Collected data
════
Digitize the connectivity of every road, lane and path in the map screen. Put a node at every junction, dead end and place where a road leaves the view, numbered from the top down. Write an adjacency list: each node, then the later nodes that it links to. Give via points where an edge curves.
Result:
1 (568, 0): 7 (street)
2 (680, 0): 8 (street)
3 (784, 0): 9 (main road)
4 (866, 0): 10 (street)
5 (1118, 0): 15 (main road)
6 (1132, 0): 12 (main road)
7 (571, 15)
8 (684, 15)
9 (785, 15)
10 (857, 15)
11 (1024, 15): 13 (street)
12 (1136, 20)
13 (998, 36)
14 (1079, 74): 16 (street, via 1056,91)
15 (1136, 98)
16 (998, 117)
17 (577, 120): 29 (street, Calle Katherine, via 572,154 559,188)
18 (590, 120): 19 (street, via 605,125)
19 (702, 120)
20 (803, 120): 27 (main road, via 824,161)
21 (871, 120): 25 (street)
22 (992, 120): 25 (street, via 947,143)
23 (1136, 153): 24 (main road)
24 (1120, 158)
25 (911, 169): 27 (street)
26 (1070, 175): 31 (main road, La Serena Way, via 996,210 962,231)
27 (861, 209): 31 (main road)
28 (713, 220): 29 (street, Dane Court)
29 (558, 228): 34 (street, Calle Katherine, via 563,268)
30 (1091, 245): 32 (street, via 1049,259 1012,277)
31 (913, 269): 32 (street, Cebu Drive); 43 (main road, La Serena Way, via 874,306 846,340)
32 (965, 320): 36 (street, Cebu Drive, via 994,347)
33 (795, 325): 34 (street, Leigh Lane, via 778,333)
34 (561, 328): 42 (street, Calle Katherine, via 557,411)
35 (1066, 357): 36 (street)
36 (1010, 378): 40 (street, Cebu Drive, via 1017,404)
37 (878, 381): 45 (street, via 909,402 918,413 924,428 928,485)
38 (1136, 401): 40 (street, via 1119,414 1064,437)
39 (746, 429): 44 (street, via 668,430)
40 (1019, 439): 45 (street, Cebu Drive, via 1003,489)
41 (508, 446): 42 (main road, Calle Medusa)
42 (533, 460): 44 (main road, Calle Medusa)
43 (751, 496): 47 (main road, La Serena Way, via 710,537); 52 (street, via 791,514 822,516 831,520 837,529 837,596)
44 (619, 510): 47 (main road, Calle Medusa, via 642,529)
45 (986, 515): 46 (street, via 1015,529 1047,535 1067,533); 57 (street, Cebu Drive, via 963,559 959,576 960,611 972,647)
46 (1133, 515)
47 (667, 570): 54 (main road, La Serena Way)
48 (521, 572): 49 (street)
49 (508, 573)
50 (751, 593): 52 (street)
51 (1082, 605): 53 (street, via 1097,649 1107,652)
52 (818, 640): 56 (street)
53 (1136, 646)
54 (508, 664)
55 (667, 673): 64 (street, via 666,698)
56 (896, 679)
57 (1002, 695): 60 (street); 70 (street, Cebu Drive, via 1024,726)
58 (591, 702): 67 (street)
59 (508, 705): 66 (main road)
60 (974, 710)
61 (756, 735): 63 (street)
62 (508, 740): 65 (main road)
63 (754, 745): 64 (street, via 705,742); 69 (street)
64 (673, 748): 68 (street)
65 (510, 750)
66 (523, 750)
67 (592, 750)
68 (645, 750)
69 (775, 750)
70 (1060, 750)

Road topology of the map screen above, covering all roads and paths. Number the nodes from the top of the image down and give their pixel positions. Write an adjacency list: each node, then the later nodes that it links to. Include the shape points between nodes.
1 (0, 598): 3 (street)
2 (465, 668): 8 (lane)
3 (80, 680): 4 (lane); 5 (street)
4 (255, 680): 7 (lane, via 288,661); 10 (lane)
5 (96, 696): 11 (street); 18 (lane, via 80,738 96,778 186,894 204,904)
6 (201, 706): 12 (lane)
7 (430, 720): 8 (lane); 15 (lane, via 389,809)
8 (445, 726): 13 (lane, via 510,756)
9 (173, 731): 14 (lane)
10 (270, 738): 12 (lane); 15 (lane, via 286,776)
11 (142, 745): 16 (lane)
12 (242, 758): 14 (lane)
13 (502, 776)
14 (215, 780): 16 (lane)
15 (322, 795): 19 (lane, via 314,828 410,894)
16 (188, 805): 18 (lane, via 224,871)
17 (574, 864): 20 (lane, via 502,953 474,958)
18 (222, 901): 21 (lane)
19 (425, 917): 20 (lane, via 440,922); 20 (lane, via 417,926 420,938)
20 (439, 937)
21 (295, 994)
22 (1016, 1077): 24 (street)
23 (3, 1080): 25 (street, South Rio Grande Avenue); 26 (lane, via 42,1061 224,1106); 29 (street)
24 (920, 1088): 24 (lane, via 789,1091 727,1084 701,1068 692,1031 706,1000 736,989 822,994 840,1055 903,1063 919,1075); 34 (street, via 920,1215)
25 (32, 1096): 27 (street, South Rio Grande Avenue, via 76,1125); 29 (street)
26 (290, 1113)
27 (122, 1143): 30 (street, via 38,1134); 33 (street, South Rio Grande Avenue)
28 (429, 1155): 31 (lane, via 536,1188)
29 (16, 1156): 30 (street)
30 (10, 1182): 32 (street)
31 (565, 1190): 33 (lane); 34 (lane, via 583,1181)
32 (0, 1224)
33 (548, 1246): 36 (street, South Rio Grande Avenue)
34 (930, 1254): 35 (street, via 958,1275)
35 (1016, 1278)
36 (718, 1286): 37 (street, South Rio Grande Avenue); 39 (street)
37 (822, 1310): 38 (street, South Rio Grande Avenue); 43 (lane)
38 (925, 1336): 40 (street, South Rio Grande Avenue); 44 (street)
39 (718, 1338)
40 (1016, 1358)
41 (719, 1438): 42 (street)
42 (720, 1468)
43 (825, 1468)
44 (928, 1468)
════
* Exercise description *
Line by line, please copy the records above exactly.

* Task answer *
Digitize the connectivity of every road, lane and path in the map screen. Put a node at every junction, dead end and place where a road leaves the view, numbered from the top down. Write an adjacency list: each node, then the later nodes that it links to. Give via points where an edge curves.
Result:
1 (568, 0): 7 (street)
2 (680, 0): 8 (street)
3 (784, 0): 9 (main road)
4 (866, 0): 10 (street)
5 (1118, 0): 15 (main road)
6 (1132, 0): 12 (main road)
7 (571, 15)
8 (684, 15)
9 (785, 15)
10 (857, 15)
11 (1024, 15): 13 (street)
12 (1136, 20)
13 (998, 36)
14 (1079, 74): 16 (street, via 1056,91)
15 (1136, 98)
16 (998, 117)
17 (577, 120): 29 (street, Calle Katherine, via 572,154 559,188)
18 (590, 120): 19 (street, via 605,125)
19 (702, 120)
20 (803, 120): 27 (main road, via 824,161)
21 (871, 120): 25 (street)
22 (992, 120): 25 (street, via 947,143)
23 (1136, 153): 24 (main road)
24 (1120, 158)
25 (911, 169): 27 (street)
26 (1070, 175): 31 (main road, La Serena Way, via 996,210 962,231)
27 (861, 209): 31 (main road)
28 (713, 220): 29 (street, Dane Court)
29 (558, 228): 34 (street, Calle Katherine, via 563,268)
30 (1091, 245): 32 (street, via 1049,259 1012,277)
31 (913, 269): 32 (street, Cebu Drive); 43 (main road, La Serena Way, via 874,306 846,340)
32 (965, 320): 36 (street, Cebu Drive, via 994,347)
33 (795, 325): 34 (street, Leigh Lane, via 778,333)
34 (561, 328): 42 (street, Calle Katherine, via 557,411)
35 (1066, 357): 36 (street)
36 (1010, 378): 40 (street, Cebu Drive, via 1017,404)
37 (878, 381): 45 (street, via 909,402 918,413 924,428 928,485)
38 (1136, 401): 40 (street, via 1119,414 1064,437)
39 (746, 429): 44 (street, via 668,430)
40 (1019, 439): 45 (street, Cebu Drive, via 1003,489)
41 (508, 446): 42 (main road, Calle Medusa)
42 (533, 460): 44 (main road, Calle Medusa)
43 (751, 496): 47 (main road, La Serena Way, via 710,537); 52 (street, via 791,514 822,516 831,520 837,529 837,596)
44 (619, 510): 47 (main road, Calle Medusa, via 642,529)
45 (986, 515): 46 (street, via 1015,529 1047,535 1067,533); 57 (street, Cebu Drive, via 963,559 959,576 960,611 972,647)
46 (1133, 515)
47 (667, 570): 54 (main road, La Serena Way)
48 (521, 572): 49 (street)
49 (508, 573)
50 (751, 593): 52 (street)
51 (1082, 605): 53 (street, via 1097,649 1107,652)
52 (818, 640): 56 (street)
53 (1136, 646)
54 (508, 664)
55 (667, 673): 64 (street, via 666,698)
56 (896, 679)
57 (1002, 695): 60 (street); 70 (street, Cebu Drive, via 1024,726)
58 (591, 702): 67 (street)
59 (508, 705): 66 (main road)
60 (974, 710)
61 (756, 735): 63 (street)
62 (508, 740): 65 (main road)
63 (754, 745): 64 (street, via 705,742); 69 (street)
64 (673, 748): 68 (street)
65 (510, 750)
66 (523, 750)
67 (592, 750)
68 (645, 750)
69 (775, 750)
70 (1060, 750)

Road topology of the map screen above, covering all roads and paths. Number the nodes from the top of the image down and give their pixel positions. Write an adjacency list: each node, then the later nodes that it links to. Include the shape points between nodes.
1 (0, 598): 3 (street)
2 (465, 668): 8 (lane)
3 (80, 680): 4 (lane); 5 (street)
4 (255, 680): 7 (lane, via 288,661); 10 (lane)
5 (96, 696): 11 (street); 18 (lane, via 80,738 96,778 186,894 204,904)
6 (201, 706): 12 (lane)
7 (430, 720): 8 (lane); 15 (lane, via 389,809)
8 (445, 726): 13 (lane, via 510,756)
9 (173, 731): 14 (lane)
10 (270, 738): 12 (lane); 15 (lane, via 286,776)
11 (142, 745): 16 (lane)
12 (242, 758): 14 (lane)
13 (502, 776)
14 (215, 780): 16 (lane)
15 (322, 795): 19 (lane, via 314,828 410,894)
16 (188, 805): 18 (lane, via 224,871)
17 (574, 864): 20 (lane, via 502,953 474,958)
18 (222, 901): 21 (lane)
19 (425, 917): 20 (lane, via 440,922); 20 (lane, via 417,926 420,938)
20 (439, 937)
21 (295, 994)
22 (1016, 1077): 24 (street)
23 (3, 1080): 25 (street, South Rio Grande Avenue); 26 (lane, via 42,1061 224,1106); 29 (street)
24 (920, 1088): 24 (lane, via 789,1091 727,1084 701,1068 692,1031 706,1000 736,989 822,994 840,1055 903,1063 919,1075); 34 (street, via 920,1215)
25 (32, 1096): 27 (street, South Rio Grande Avenue, via 76,1125); 29 (street)
26 (290, 1113)
27 (122, 1143): 30 (street, via 38,1134); 33 (street, South Rio Grande Avenue)
28 (429, 1155): 31 (lane, via 536,1188)
29 (16, 1156): 30 (street)
30 (10, 1182): 32 (street)
31 (565, 1190): 33 (lane); 34 (lane, via 583,1181)
32 (0, 1224)
33 (548, 1246): 36 (street, South Rio Grande Avenue)
34 (930, 1254): 35 (street, via 958,1275)
35 (1016, 1278)
36 (718, 1286): 37 (street, South Rio Grande Avenue); 39 (street)
37 (822, 1310): 38 (street, South Rio Grande Avenue); 43 (lane)
38 (925, 1336): 40 (street, South Rio Grande Avenue); 44 (street)
39 (718, 1338)
40 (1016, 1358)
41 (719, 1438): 42 (street)
42 (720, 1468)
43 (825, 1468)
44 (928, 1468)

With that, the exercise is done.